June Data for Private Operators Show Increasing Uniformity of Drilling

  • Monday, July 23, 2018
  • Posted By Greg Tsichlis

Private operators and drilling efficiencies 

 

Source: Rigs and Drilling Analytical Report (RADAR, July 12, 2018), S&P Global Platts Analytics

 

June Records for Private Companies' Market Shares, New Wells Drilled Per Rig Show Increasing Uniformity of Drilling   

 

As if to underscore the upending of traditional behavior by the evolving private oil and gas sector, the month of June ushered in a pair of records: the highest monthly market share on record for private companies and the lowest number of new land wells drilled per rig by all companies.
  
Traditionally—at least since we started tracking such metrics—private operators held their share of the market to less than 40% of all active rigs.

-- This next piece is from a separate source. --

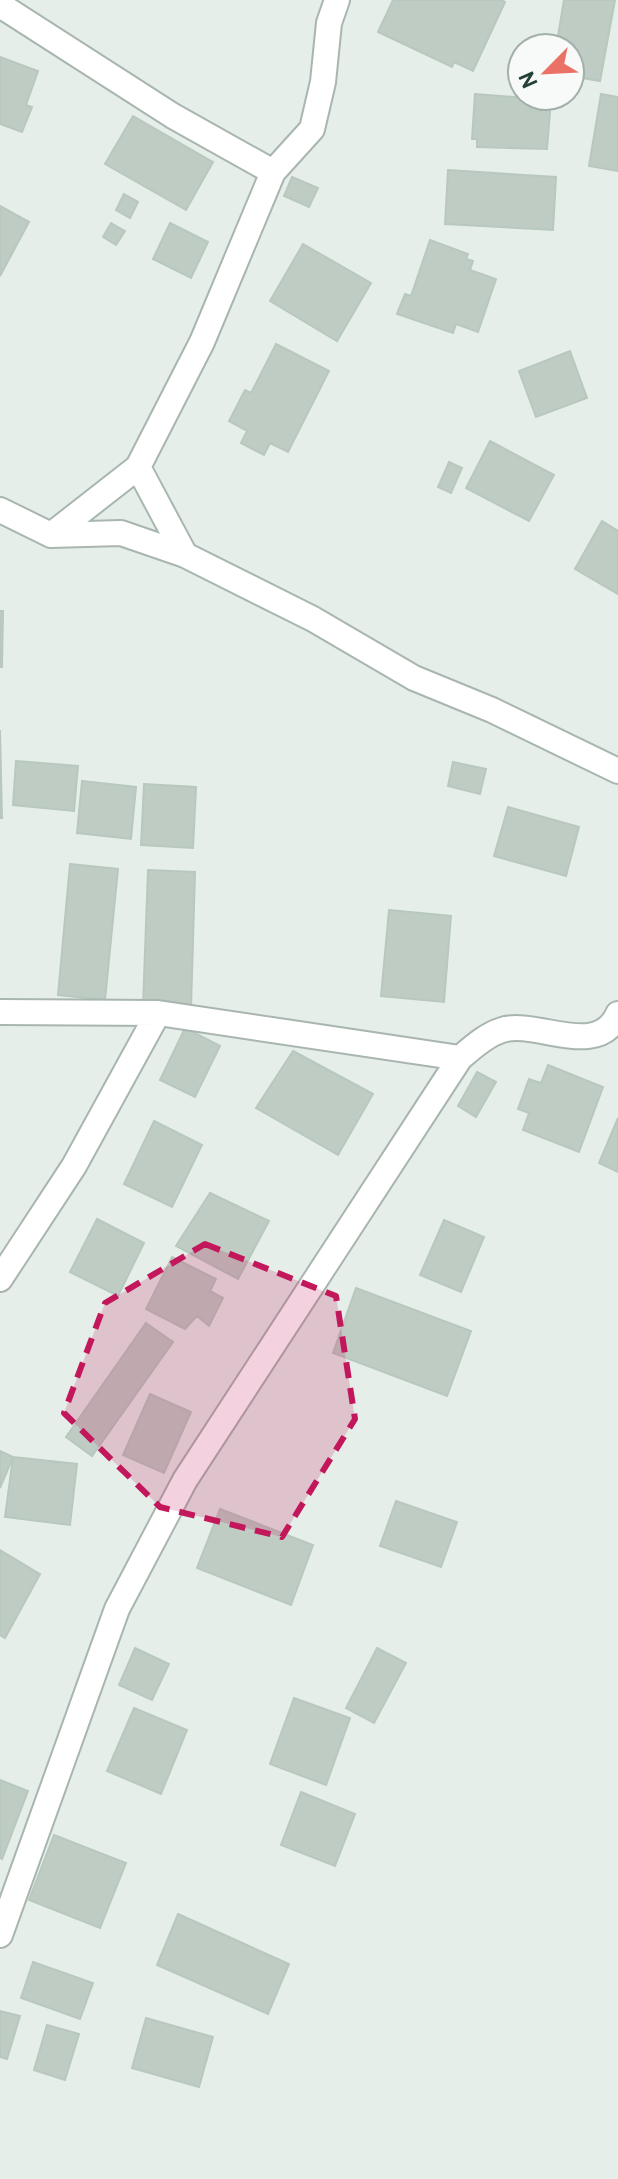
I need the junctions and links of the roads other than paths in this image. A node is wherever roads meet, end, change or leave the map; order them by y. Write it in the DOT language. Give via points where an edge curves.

This was irrespective of the rig count total and/or oil and gas commodity prices. From 2011 to mid-2016, the privates’ market share held steady at an average of 38%, ranging from 30% to 43%. Out of 124 reports on this metric, the privates’ market share had breached 40% only 24 times.
  
Since June 2016, the 53 market share reports show the privates have averaged a market share of 46%, topping 44% every single time. And it averaged more than 50% for the entire month of June, another first.
  
 
Typically, privates have built their market share gradually through the year, peaking in Q3, depending on the direction of commodity prices. Their rig counts and well counts were usually smaller in the first quarter of year as they secured financing for drilling programs, then they would taper off in Q4 or late Q3 as they spent down their drilling programs for the year to minimize the tax bite.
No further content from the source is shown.